The subpopulation analysis included patients in the FAS who were concomitantly treated with an α2δ Ca2+ channel ligand. Although this subpopulation analysis was pre-planned, it was positioned as an exploratory analysis. Tabulation of demographic and baseline characteristics and adverse events (AEs) of the subpopulation were performed post hoc. To evaluate efficacy, in each group (i.e., the 75-mg and 150-mg combination groups and placebo group) the results of the pain VAS scores were used to calculate the least square mean, standard error, and 95% confidence interval (CI) of the change from baseline (i.e., the start of the double-blind treatment period) in the mean 3-day pain VAS score after 2 weeks of treatment and the between-group difference in the least square means of the active treatment combination group (75-mg and 150-mg groups) relative to the placebo group and its 95% CI. The mean 3-day pain VAS score was calculated from the pain VAS scores on the 3 days immediately preceding each specified hospital visit (e.g., the mean 3-day pain VAS score at baseline was the mean of the pain VAS scores on the 3 days immediately preceding the start of the double-blind treatment period). In case of premature discontinuation of participants, the mean of the pain VAS scores on the 3 days immediately preceding the end of the wash-out period were used. SAS® version 9.4 was used for statistical analysis. The subpopulation analysis described in this article was performed for exploratory purposes, so no sample size was determined for the subpopulation analysis and no statistical comparisons were performed between groups.

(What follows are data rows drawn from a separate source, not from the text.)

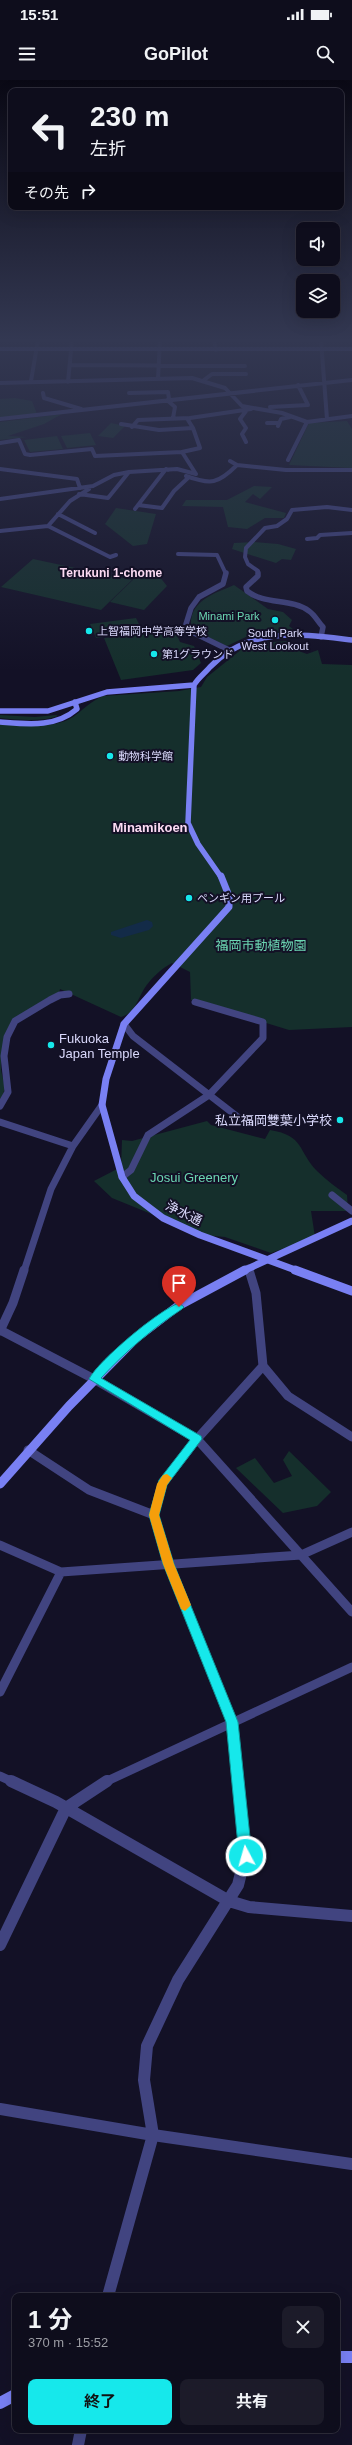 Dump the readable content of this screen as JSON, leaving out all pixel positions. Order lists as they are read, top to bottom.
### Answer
{
  "streets": {
    "street": ["浄水通"]
  },
  "districts": ["Terukuni 1-chome", "Minamikoen"],
  "parks": ["Minami Park", "福岡市動植物園", "Josui Greenery"],
  "places": [
    "South Park West Lookout",
    "上智福岡中学高等学校",
    "第1グラウンド",
    "動物科学館",
    "ペンギン用プール",
    "Fukuoka Japan Temple",
    "私立福岡雙葉小学校"
  ],
  "page": {
    "status": "15:51",
    "header": "GoPilot",
    "turn": ["230 m", "左折"],
    "then": "その先",
    "heading": ["1 分", "370 m · 15:52"],
    "buttons": ["終了", "共有"]
  }
} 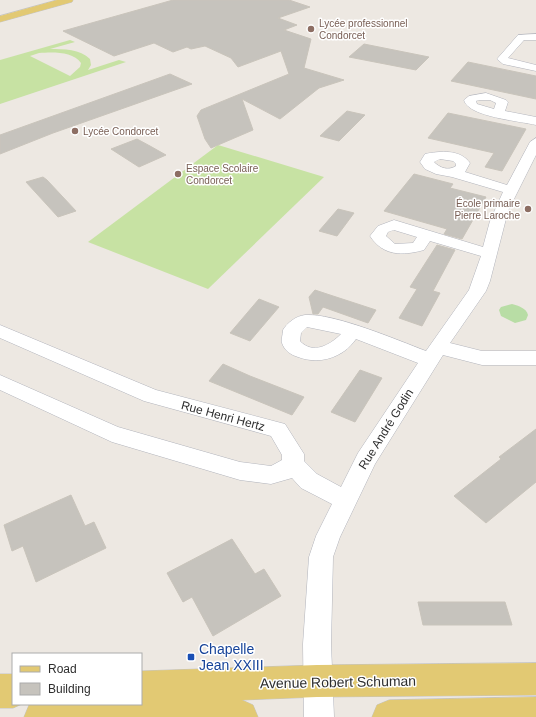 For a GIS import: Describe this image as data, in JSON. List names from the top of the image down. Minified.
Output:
{"streets":{"main road":["Avenue Robert Schuman"],"street":["Rue Henri Hertz","Rue André Godin"]},"crossings":[["Rue André Godin","Avenue Robert Schuman"]],"places":{"other":["Lycée professionnel Condorcet","Lycée Condorcet","Espace Scolaire Condorcet","École primaire Pierre Laroche"],"transit":["Chapelle Jean XXIII"]},"legend":["Road","Building"]} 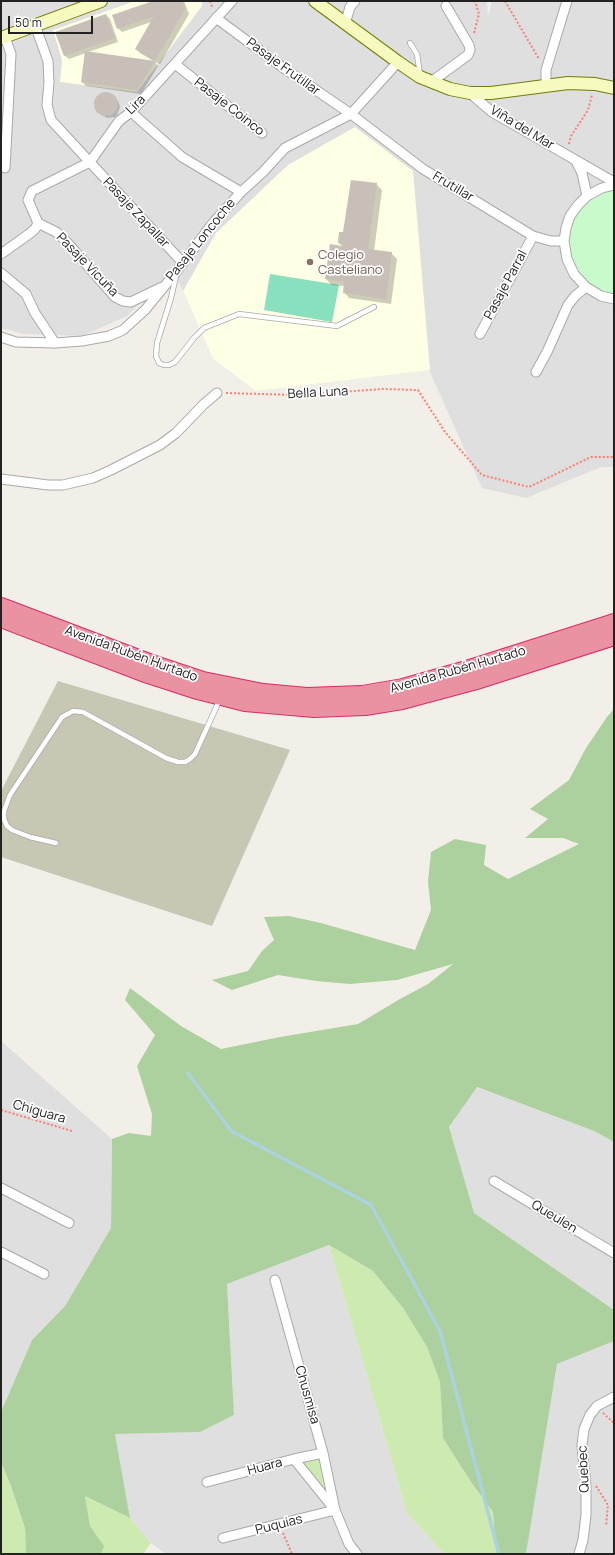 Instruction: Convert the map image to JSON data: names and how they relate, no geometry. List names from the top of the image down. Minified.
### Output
{"streets":{"highway":["Avenida Rubén Hurtado"],"street":["Pasaje Frutillar","Lira","Pasaje Coinco","Viña del Mar","Frutillar","Pasaje Zapallar","Pasaje Loncoche","Pasaje Vicuña","Pasaje Parral","Queulen","Chusmisa","Huara","Quebec","Puquias"],"path":["Bella Luna","Chiguara"]},"crossings":[["Pasaje Frutillar","Lira"],["Pasaje Frutillar","Frutillar"],["Pasaje Frutillar","Pasaje Loncoche"],["Lira","Pasaje Coinco"],["Lira","Pasaje Zapallar"],["Lira","Pasaje Vicuña"],["Frutillar","Pasaje Loncoche"],["Frutillar","Pasaje Parral"],["Pasaje Zapallar","Pasaje Loncoche"],["Pasaje Loncoche","Pasaje Vicuña"],["Chusmisa","Huara"],["Chusmisa","Puquias"]],"places":["Colegio Casteliano"],"scale_bar":"50 m"} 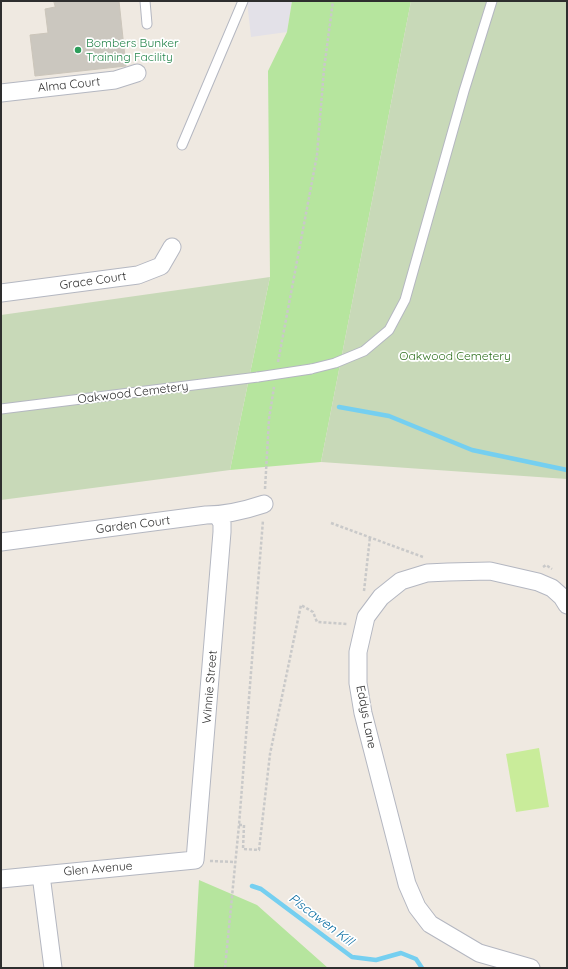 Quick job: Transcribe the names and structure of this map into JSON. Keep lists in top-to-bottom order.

The subpopulation safety analysis included patients in the safety analysis set (SAF; i.e., those who received the study drug) who were concomitantly treated with the α2δ Ca2+ channel ligand. The incidence rates of adverse events (AEs) and adverse drug reactions (ADRs; i.e., AEs for which a causal relationship could not be ruled out) were tabulated for each group in the subpopulation. Event names of AEs were coded with system organ classes and preferred terms according to the Medical Dictionary for Regulatory Activities version 23.1.